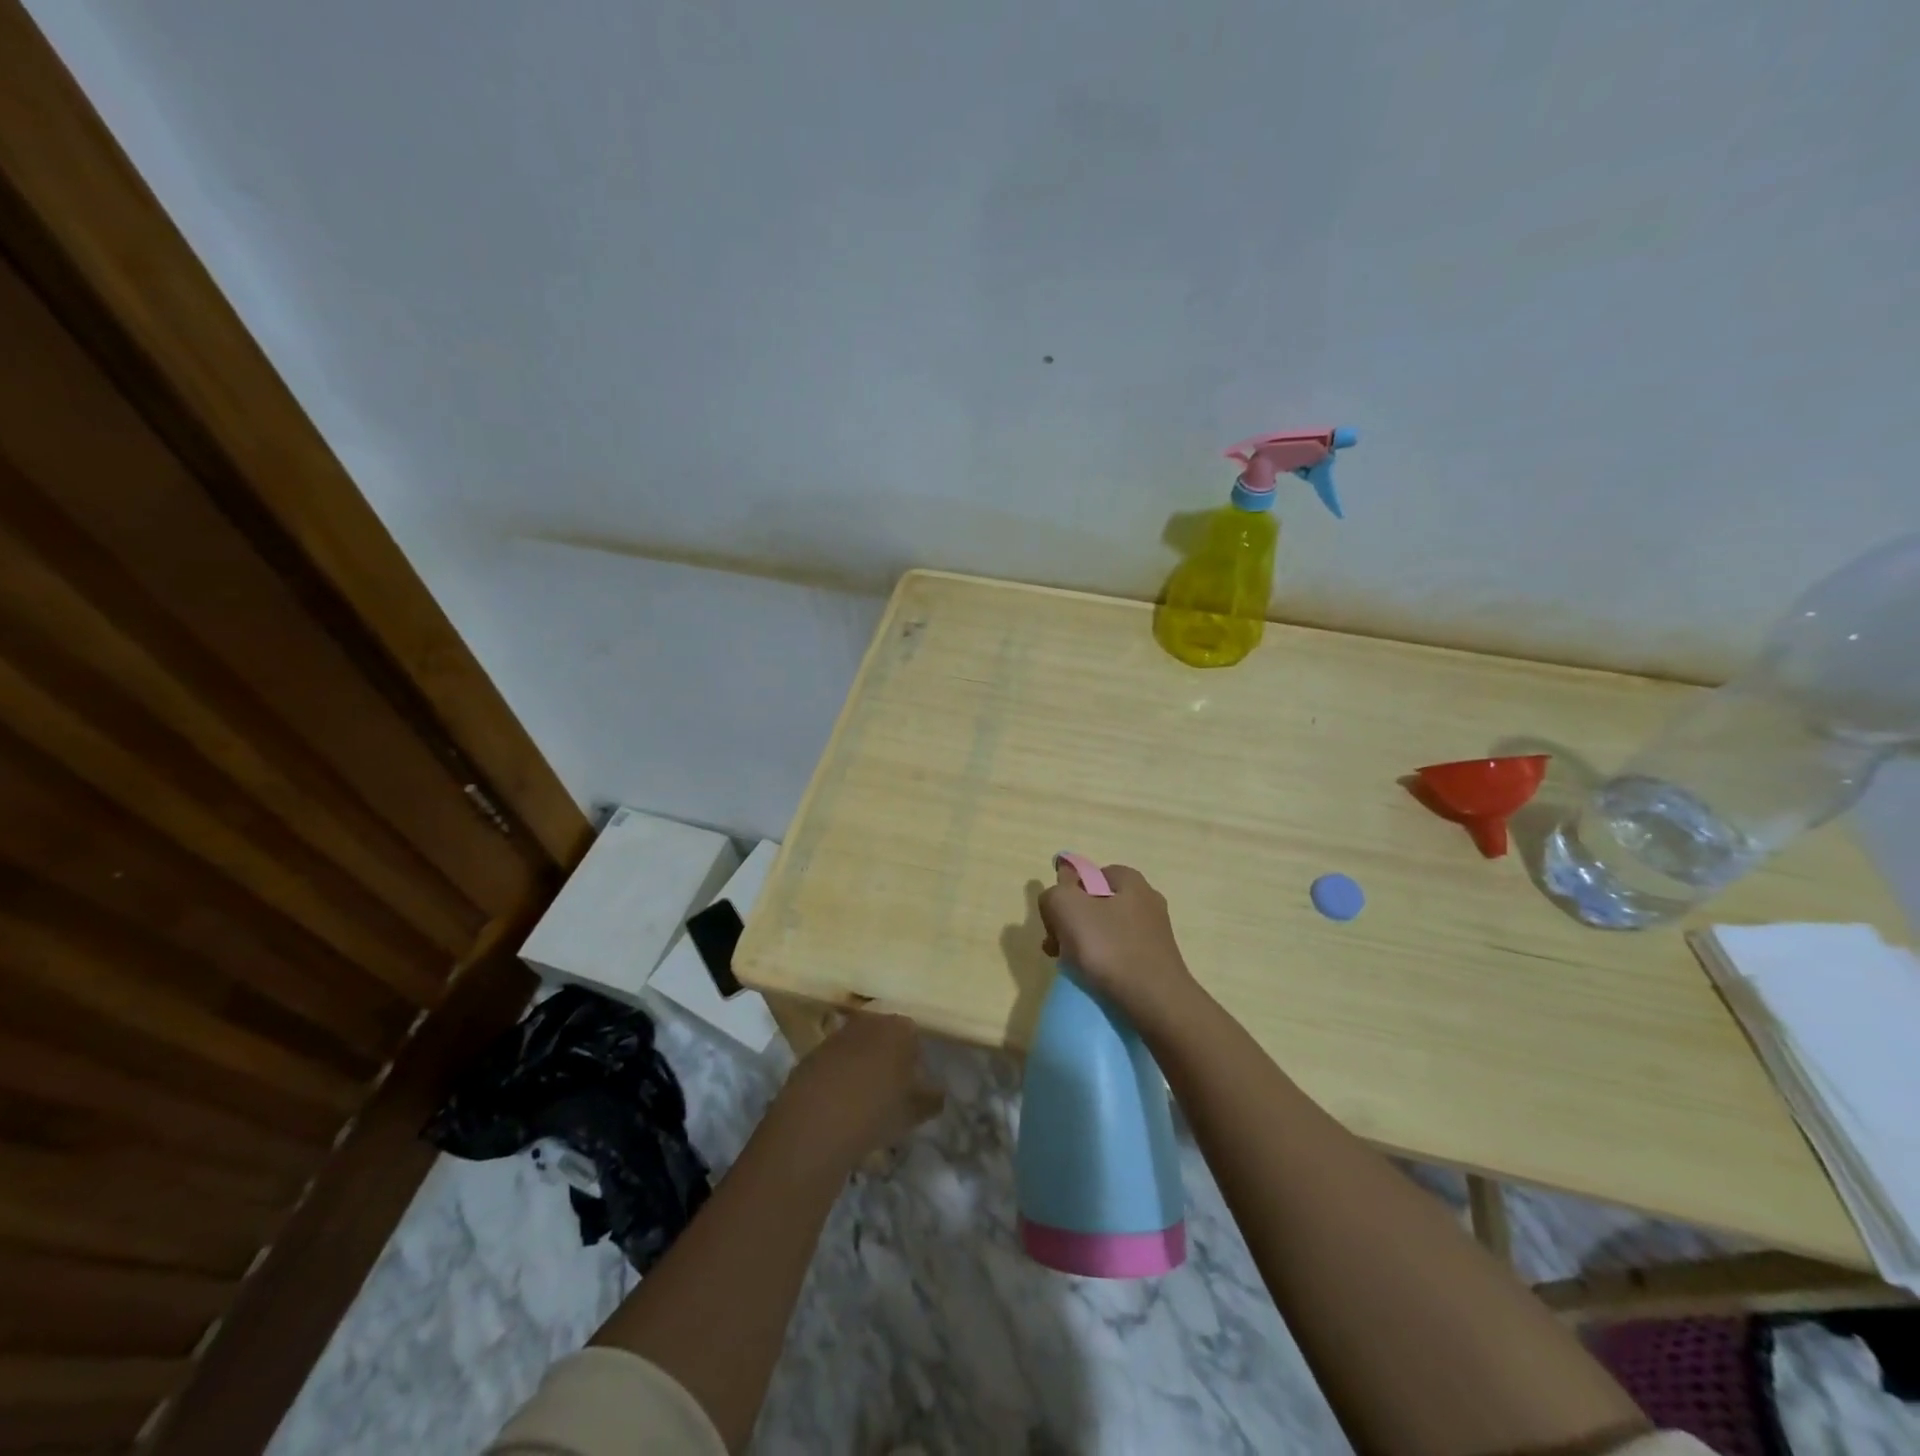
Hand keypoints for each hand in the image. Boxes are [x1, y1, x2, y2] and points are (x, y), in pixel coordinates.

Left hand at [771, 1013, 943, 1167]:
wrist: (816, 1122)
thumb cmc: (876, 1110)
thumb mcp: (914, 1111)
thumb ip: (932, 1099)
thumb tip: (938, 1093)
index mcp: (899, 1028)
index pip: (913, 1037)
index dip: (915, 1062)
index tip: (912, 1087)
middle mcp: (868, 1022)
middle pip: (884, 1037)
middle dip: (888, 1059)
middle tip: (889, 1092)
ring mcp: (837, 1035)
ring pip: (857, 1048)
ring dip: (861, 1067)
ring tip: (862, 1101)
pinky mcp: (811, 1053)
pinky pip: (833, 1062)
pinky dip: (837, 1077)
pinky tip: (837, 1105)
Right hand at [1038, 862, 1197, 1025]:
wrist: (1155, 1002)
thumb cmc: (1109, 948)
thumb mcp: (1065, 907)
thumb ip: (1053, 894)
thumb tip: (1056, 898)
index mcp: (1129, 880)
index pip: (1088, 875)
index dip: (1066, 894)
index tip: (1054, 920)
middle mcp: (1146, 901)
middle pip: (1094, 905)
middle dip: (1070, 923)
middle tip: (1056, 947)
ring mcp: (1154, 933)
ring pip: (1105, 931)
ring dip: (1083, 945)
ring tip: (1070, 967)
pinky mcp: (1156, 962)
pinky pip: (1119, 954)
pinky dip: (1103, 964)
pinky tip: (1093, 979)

──────

### PROBLEM REQUIREMENTS
Return every record exactly. Pictures stay out.

### WRITTEN ANSWER
Hand keypoints for each hand in the image. Boxes are [x1, y1, x2, y2] and points are (x, y), in pixel coordinates.

Left hand at [771, 1013, 943, 1167]:
wrist: (816, 1122)
thumb cmc: (876, 1110)
thumb mcp: (914, 1111)
thumb ip: (932, 1099)
thumb tip: (938, 1093)
index mcp: (899, 1028)
index pip: (913, 1037)
index dip: (915, 1062)
index tip: (912, 1087)
middle mcp: (868, 1022)
middle pip: (884, 1037)
middle dip: (888, 1059)
middle tip: (889, 1092)
ring mcp: (837, 1035)
ring pip: (857, 1048)
ring dip: (861, 1067)
ring tip: (862, 1101)
pinky mcp: (811, 1053)
pinky pip: (833, 1062)
pinky dip: (837, 1077)
pinky tip: (837, 1105)
Right hand at [1038, 862, 1197, 1025]:
wrist: (1155, 1002)
thumb cmc: (1109, 948)
thumb mcp: (1065, 907)
thumb ip: (1053, 894)
thumb tip: (1056, 898)
index mcp: (1129, 880)
index pip: (1088, 875)
index dip: (1066, 894)
index tip: (1054, 920)
middle mcp: (1146, 901)
middle pip: (1094, 905)
middle dip: (1070, 923)
middle tip: (1056, 947)
ring mcp: (1154, 933)
ring pip: (1105, 931)
ring dip: (1083, 945)
ring tip: (1070, 967)
pinky mcp: (1156, 962)
pinky pip: (1119, 954)
pinky dip: (1103, 964)
pinky tip: (1093, 979)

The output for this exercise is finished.